El pasado 3 de Octubre se cumplía el primer centenario del colegio en su ubicación de la calle Castelló. Para recordar esta efeméride reproducimos, a continuación, la crónica de aquellos días según se publicó en la revista escolar del curso 1921-1922:



Nuestro Colegio

 

Un articulista guasón terminaba sus Etapas en Recuerdos de 1920-21 diciendo: «y en octubre de 1921, empezará la 3ª Etapa del Pilar, cuya vida y milagros contarán los futuros cronistas».

¡Vida y milagros!. Por hoy me contentaré con la vida, abandonando los milagros a los hagiógrafos venideros, aunque, con los nuevos aranceles que vamos a padecer, cabe preguntarse si habrá milagro más estupendo que la misma vida.

Adquirido el grandioso edificio de Castelló el 25 de Enero, se procedió inmediatamente a su adaptación, cosa fácil, según los arquitectos de pacotilla que entienden de estas cosas. Media docena de tabiques que echar abajo, otra media que construir, y pare V. de contar. Así se empezó en efecto, pero tras la primera media docena, siguió otra entera, hasta que a la postre fueron 1.300 los metros cuadrados que hubo que edificar. No se cambia así, en un periquete, una obra de esa magnitud, y contados fueron los locales que no sufrieron una transformación radical. El lavadero, los talleres, los cuartos de labores, plancha y costura, etc., podrán ser de primera necesidad en un asilo de ochenta muchachas; pero maldita la falta que hacían en un colegio destinado a mil y pico de alumnos.

Poco a poco los nuevos departamentos surgieron del caos de ladrillos, arena, yeso y baldosas en que se complacen los albañiles. Treinta clases, ocho servicios de aseo e higiene, laboratorios, gabinetes, comedores, salas de dibujo, una reforma radical de la calefacción central y del alcantarillado, bocas de riego, esterilizadores del agua con una completa canalización, para que ésta surtiera las fuentes de los patios, seis grupos de urinarios emplazados en diversos puntos de la finca, etc., etc., fueron obra de unos pocos meses. Como se ve, no se durmieron los artistas, puesto que así se llaman hoy hasta los peones de mano.

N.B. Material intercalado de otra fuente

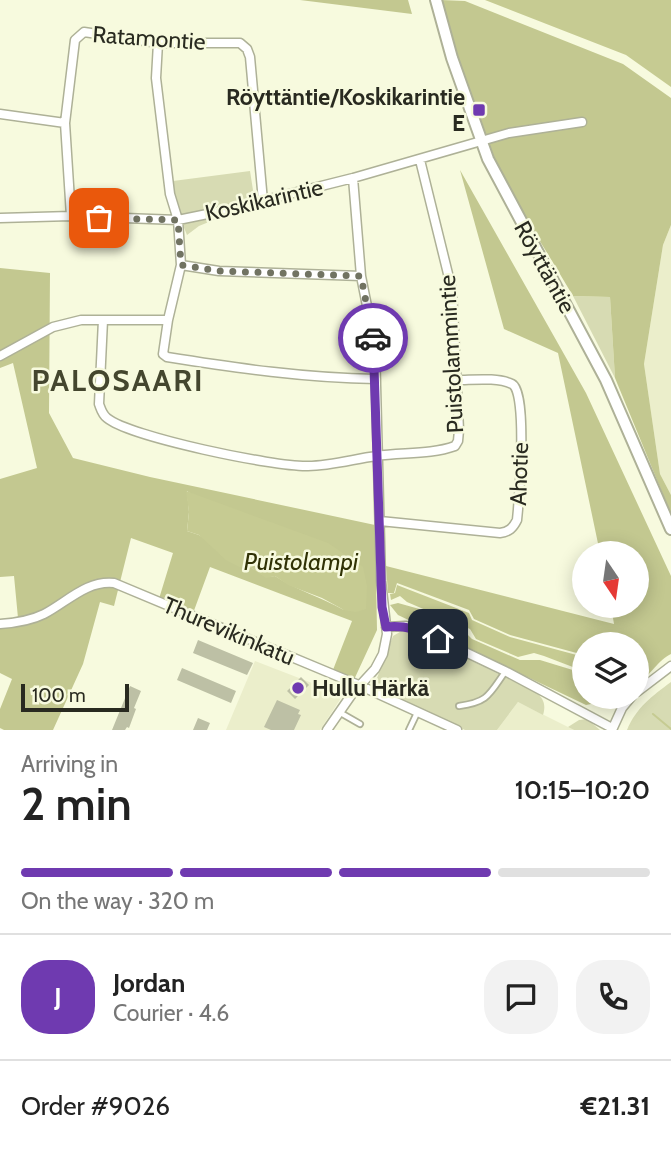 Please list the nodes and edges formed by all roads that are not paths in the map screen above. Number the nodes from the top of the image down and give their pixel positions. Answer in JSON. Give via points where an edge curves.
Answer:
{"nodes":[{"id":1,"x":436,"y":0,"type":"edge"},
{"id":2,"x":158,"y":43,"type":"junction"},
{"id":3,"x":0,"y":114,"type":"edge"},
{"id":4,"x":582,"y":122,"type":"dead end"},
{"id":5,"x":65,"y":123,"type":"junction"},
{"id":6,"x":481,"y":141,"type":"junction"},
{"id":7,"x":420,"y":160,"type":"junction"},
{"id":8,"x":353,"y":178,"type":"junction"},
{"id":9,"x":263,"y":201,"type":"junction"},
{"id":10,"x":71,"y":216,"type":"junction"},
{"id":11,"x":0,"y":218,"type":"edge"},
{"id":12,"x":178,"y":220,"type":"junction"},
{"id":13,"x":181,"y":265,"type":"junction"},
{"id":14,"x":361,"y":276,"type":"junction"},
{"id":15,"x":103,"y":320,"type":"junction"},
{"id":16,"x":168,"y":320,"type":"junction"},
{"id":17,"x":0,"y":356,"type":"edge"},
{"id":18,"x":376,"y":379,"type":"junction"},
{"id":19,"x":457,"y":380,"type":"junction"},
{"id":20,"x":379,"y":456,"type":"junction"},
{"id":21,"x":380,"y":521,"type":"junction"},
{"id":22,"x":671,"y":529,"type":"edge"},
{"id":23,"x":0,"y":624,"type":"edge"},
{"id":24,"x":386,"y":627,"type":"junction"},
{"id":25,"x":671,"y":666,"type":"edge"},
{"id":26,"x":505,"y":671,"type":"junction"},
{"id":27,"x":649,"y":683,"type":"edge"},
{"id":28,"x":361,"y":685,"type":"junction"},
{"id":29,"x":459,"y":706,"type":"dead end"},
{"id":30,"x":622,"y":709,"type":"edge"},
{"id":31,"x":339,"y":712,"type":"junction"},
{"id":32,"x":417,"y":712,"type":"junction"},
{"id":33,"x":360,"y":724,"type":"dead end"},
{"id":34,"x":612,"y":729,"type":"edge"},
{"id":35,"x":327,"y":730,"type":"edge"},
{"id":36,"x":409,"y":730,"type":"edge"},
{"id":37,"x":457,"y":730,"type":"edge"}],
"edges":[{"from":1,"to":6,"type":"street","name":"Röyttäntie"},
{"from":2,"to":5,"type":"street","name":"Ratamontie","via":[[90,32],[77,37]]},
{"from":2,"to":9,"type":"street","name":"Ratamontie","via":[[232,42],[247,49]]},
{"from":2,"to":12,"type":"street","via":[[156,78],[170,194]]},
{"from":3,"to":5,"type":"street"},
{"from":4,"to":6,"type":"street","name":"Koskikarintie"},
{"from":5,"to":10,"type":"street","name":"Ratamontie"},
{"from":6,"to":7,"type":"street","name":"Koskikarintie"},
{"from":6,"to":22,"type":"street","name":"Röyttäntie","via":[[606,380]]},
{"from":7,"to":8,"type":"street","name":"Koskikarintie"},
{"from":7,"to":19,"type":"street","name":"Puistolammintie","via":[[452,290]]},
{"from":8,"to":9,"type":"street","name":"Koskikarintie"},
{"from":8,"to":14,"type":"street"},
{"from":9,"to":12,"type":"street","name":"Koskikarintie"},
{"from":10,"to":11,"type":"street","name":"Koskikarintie"},
{"from":10,"to":12,"type":"street","name":"Koskikarintie"},
{"from":12,"to":13,"type":"street"},
{"from":13,"to":14,"type":"street","via":[[219,271]]},
{"from":13,"to":16,"type":"street"},
{"from":14,"to":18,"type":"street","via":[[375,346]]},
{"from":15,"to":16,"type":"street"},
{"from":15,"to":17,"type":"street","via":[[53,327]]},
{"from":15,"to":20,"type":"street","name":"Puistolammintie","via":[[99,404],[108,419],[146,434],[289,465],[323,466]]},
{"from":16,"to":18,"type":"street","via":[[163,354],[167,357],[248,370]]},
{"from":18,"to":20,"type":"street"},
{"from":19,"to":20,"type":"street","name":"Puistolammintie","via":[[459,430],[455,446]]},
{"from":19,"to":21,"type":"street","name":"Ahotie","via":[[502,382],[517,389],[521,461],[514,526],[500,533]]},
{"from":20,"to":21,"type":"street"},
{"from":21,"to":24,"type":"street"},
{"from":23,"to":28,"type":"street","name":"Thurevikinkatu","via":[[34,618],[92,585],[114,583]]},
{"from":24,"to":26,"type":"street","via":[[415,628]]},
{"from":24,"to":28,"type":"street","via":[[383,654]]},
{"from":25,"to":27,"type":"street"},
{"from":26,"to":29,"type":"lane","via":[[478,704]]},
{"from":26,"to":34,"type":"street"},
{"from":28,"to":31,"type":"street"},
{"from":28,"to":32,"type":"street","name":"Thurevikinkatu"},
{"from":30,"to":34,"type":"street"},
{"from":31,"to":33,"type":"lane"},
{"from":31,"to":35,"type":"street"},
{"from":32,"to":36,"type":"lane"},
{"from":32,"to":37,"type":"street","name":"Thurevikinkatu"}]}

Entre tanto, los muchachos soñaban con el raro intermedio que tan pocas veces puede ofrecer un colegio como distracción de las tareas escolares: una mudanza. Dejar, siquiera unas horas, los indigestos libros de texto, para transportar, con académica gravedad, algún artefacto de física, chorreando ciencia por todas las válvulas, era un placer que los muchachos saborearon a conciencia, dándose además un pisto enorme. Teorías de bulliciosos chicos caminaban pausadamente, llevando unos el material frágil de la química, otros el complicado de la física, con la religiosa gravedad de quien lleva reliquias. Cuando le tocó el turno al esqueleto de la colección fisiológica, la función se hizo macabra. Tres chiflados le transportaron lúgubremente, al compás de espeluznantes pendulaciones de las tibias, y terroríficos vaivenes de la calavera. Poco faltó para que se desmayaran dos criadas que presenciaron el singular desfile.

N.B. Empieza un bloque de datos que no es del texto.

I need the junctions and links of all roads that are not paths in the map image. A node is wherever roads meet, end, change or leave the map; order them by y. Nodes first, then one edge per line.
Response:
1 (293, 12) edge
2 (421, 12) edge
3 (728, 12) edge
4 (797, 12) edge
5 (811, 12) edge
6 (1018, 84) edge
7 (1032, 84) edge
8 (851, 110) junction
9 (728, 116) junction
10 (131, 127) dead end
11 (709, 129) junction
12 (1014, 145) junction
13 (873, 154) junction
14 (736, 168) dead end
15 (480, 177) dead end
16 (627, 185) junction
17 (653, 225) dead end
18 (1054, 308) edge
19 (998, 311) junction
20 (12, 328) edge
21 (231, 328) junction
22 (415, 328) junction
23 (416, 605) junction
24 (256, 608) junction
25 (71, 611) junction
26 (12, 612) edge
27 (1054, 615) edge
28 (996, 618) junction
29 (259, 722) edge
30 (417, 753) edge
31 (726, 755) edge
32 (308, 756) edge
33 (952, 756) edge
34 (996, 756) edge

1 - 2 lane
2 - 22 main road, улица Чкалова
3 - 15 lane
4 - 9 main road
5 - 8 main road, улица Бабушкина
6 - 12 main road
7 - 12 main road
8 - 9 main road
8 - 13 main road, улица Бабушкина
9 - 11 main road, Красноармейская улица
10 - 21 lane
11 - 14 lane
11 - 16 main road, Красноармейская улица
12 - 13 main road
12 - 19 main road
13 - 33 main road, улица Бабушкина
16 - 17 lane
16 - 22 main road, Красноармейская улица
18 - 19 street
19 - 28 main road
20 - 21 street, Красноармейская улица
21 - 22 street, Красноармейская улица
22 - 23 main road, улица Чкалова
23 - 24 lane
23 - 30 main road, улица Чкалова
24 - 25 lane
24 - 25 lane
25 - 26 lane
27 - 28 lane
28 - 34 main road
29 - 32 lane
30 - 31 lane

Una empresa que alquilaba carritos de mano a treinta céntimos hora, hizo entonces su agosto. Enganchados al humilde vehículo, los entusiastas chiquillos solicitaban géneros transportables, que llegaban a su destino con relativa integridad. Pero el colmo, la quinta esencia del jolgorio era encaramarse encima de los camiones cargados, ayudar a la descarga, y volver bailando un fox-trot sobre la vacía plataforma.

Cuando ya no quedaba un clavo por arrancar, se despidieron los improvisados mozos de cordel, dejando a los profesores el cuidado de desenmarañar el imponente cafarnaum, que dejaba chiquito al mismo Rastro. En esa tarea laboriosa se pasó el verano.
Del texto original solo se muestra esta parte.